ACTIVITY:
Copy every record below exactly as it stands.

Saved entries
______________________________
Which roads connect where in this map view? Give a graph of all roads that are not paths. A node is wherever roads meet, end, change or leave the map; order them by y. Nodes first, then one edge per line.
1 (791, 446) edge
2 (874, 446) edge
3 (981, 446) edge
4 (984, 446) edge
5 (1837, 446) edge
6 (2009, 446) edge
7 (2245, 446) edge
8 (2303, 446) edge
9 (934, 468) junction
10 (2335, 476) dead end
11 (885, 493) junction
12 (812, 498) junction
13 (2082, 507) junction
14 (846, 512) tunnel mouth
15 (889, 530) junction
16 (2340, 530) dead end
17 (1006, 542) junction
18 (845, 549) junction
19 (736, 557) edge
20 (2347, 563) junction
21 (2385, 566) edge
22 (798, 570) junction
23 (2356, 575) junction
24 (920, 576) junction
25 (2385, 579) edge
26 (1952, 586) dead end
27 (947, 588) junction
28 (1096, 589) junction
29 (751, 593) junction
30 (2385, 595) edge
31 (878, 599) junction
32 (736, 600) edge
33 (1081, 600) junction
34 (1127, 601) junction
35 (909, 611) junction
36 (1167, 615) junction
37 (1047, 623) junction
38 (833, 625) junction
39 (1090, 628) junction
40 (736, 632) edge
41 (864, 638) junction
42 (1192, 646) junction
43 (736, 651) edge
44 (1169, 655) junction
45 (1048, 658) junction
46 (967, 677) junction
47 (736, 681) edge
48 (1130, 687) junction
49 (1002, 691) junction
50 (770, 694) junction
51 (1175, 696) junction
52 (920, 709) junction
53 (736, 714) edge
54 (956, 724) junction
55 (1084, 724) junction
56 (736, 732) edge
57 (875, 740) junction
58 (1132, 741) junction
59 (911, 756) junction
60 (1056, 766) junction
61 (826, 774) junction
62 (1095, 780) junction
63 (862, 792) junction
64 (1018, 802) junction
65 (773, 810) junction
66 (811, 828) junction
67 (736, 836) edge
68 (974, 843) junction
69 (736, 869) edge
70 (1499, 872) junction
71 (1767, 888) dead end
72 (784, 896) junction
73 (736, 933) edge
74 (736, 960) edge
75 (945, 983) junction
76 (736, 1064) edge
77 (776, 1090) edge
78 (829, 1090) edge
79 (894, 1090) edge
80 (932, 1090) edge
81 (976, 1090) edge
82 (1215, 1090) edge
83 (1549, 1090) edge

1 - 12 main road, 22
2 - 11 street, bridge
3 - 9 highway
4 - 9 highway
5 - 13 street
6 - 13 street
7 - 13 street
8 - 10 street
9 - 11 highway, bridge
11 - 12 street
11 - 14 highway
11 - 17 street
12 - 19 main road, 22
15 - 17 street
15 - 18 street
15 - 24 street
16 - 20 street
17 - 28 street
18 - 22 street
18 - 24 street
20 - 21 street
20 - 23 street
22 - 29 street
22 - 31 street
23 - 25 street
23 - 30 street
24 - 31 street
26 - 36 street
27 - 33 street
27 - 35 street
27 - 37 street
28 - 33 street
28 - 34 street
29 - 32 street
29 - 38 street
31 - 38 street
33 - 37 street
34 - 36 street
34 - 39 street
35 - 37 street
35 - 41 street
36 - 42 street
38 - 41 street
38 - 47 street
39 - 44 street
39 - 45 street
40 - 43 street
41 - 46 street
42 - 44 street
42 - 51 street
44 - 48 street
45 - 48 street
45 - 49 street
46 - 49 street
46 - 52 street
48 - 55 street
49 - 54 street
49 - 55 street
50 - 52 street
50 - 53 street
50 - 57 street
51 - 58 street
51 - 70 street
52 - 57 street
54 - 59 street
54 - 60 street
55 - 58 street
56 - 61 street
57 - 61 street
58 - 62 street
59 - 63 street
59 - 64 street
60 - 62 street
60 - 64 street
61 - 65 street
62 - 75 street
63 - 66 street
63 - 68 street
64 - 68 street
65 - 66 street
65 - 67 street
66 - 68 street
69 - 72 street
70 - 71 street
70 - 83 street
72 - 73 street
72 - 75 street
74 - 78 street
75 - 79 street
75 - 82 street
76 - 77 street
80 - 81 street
______________________________
ANSWER TO THIS PROBLEM:
Which roads connect where in this map view? Give a graph of all roads that are not paths. A node is wherever roads meet, end, change or leave the map; order them by y. Nodes first, then one edge per line.
1 (791, 446) edge
2 (874, 446) edge
3 (981, 446) edge
4 (984, 446) edge
5 (1837, 446) edge
6 (2009, 446) edge
7 (2245, 446) edge
8 (2303, 446) edge
9 (934, 468) junction
10 (2335, 476) dead end
11 (885, 493) junction
12 (812, 498) junction
13 (2082, 507) junction
14 (846, 512) tunnel mouth
15 (889, 530) junction
16 (2340, 530) dead end
17 (1006, 542) junction
18 (845, 549) junction
19 (736, 557) edge
20 (2347, 563) junction
21 (2385, 566) edge
22 (798, 570) junction
23 (2356, 575) junction
24 (920, 576) junction
25 (2385, 579) edge
26 (1952, 586) dead end
27 (947, 588) junction
28 (1096, 589) junction
29 (751, 593) junction
30 (2385, 595) edge
31 (878, 599) junction
32 (736, 600) edge
33 (1081, 600) junction
34 (1127, 601) junction
35 (909, 611) junction
36 (1167, 615) junction
37 (1047, 623) junction
38 (833, 625) junction
39 (1090, 628) junction
40 (736, 632) edge
41 (864, 638) junction
42 (1192, 646) junction
43 (736, 651) edge
44 (1169, 655) junction
45 (1048, 658) junction
46 (967, 677) junction
47 (736, 681) edge
48 (1130, 687) junction
49 (1002, 691) junction
50 (770, 694) junction
51 (1175, 696) junction
52 (920, 709) junction
53 (736, 714) edge
54 (956, 724) junction
55 (1084, 724) junction
56 (736, 732) edge
57 (875, 740) junction
58 (1132, 741) junction
59 (911, 756) junction
60 (1056, 766) junction
61 (826, 774) junction
62 (1095, 780) junction
63 (862, 792) junction
64 (1018, 802) junction
65 (773, 810) junction
66 (811, 828) junction
67 (736, 836) edge
68 (974, 843) junction
69 (736, 869) edge
70 (1499, 872) junction
71 (1767, 888) dead end
72 (784, 896) junction
73 (736, 933) edge
74 (736, 960) edge
75 (945, 983) junction
76 (736, 1064) edge
77 (776, 1090) edge
78 (829, 1090) edge
79 (894, 1090) edge
80 (932, 1090) edge
81 (976, 1090) edge
82 (1215, 1090) edge
83 (1549, 1090) edge

1 - 12 main road, 22
2 - 11 street, bridge
3 - 9 highway
4 - 9 highway
5 - 13 street
6 - 13 street
7 - 13 street
8 - 10 street
9 - 11 highway, bridge
11 - 12 street
11 - 14 highway
11 - 17 street
12 - 19 main road, 22
15 - 17 street
15 - 18 street
15 - 24 street
16 - 20 street
17 - 28 street
18 - 22 street
18 - 24 street
20 - 21 street
20 - 23 street
22 - 29 street
22 - 31 street
23 - 25 street
23 - 30 street
24 - 31 street
26 - 36 street
27 - 33 street
27 - 35 street
27 - 37 street
28 - 33 street
28 - 34 street
29 - 32 street
29 - 38 street
31 - 38 street
33 - 37 street
34 - 36 street
34 - 39 street
35 - 37 street
35 - 41 street
36 - 42 street
38 - 41 street
38 - 47 street
39 - 44 street
39 - 45 street
40 - 43 street
41 - 46 street
42 - 44 street
42 - 51 street
44 - 48 street
45 - 48 street
45 - 49 street
46 - 49 street
46 - 52 street
48 - 55 street
49 - 54 street
49 - 55 street
50 - 52 street
50 - 53 street
50 - 57 street
51 - 58 street
51 - 70 street
52 - 57 street
54 - 59 street
54 - 60 street
55 - 58 street
56 - 61 street
57 - 61 street
58 - 62 street
59 - 63 street
59 - 64 street
60 - 62 street
60 - 64 street
61 - 65 street
62 - 75 street
63 - 66 street
63 - 68 street
64 - 68 street
65 - 66 street
65 - 67 street
66 - 68 street
69 - 72 street
70 - 71 street
70 - 83 street
72 - 73 street
72 - 75 street
74 - 78 street
75 - 79 street
75 - 82 street
76 - 77 street
80 - 81 street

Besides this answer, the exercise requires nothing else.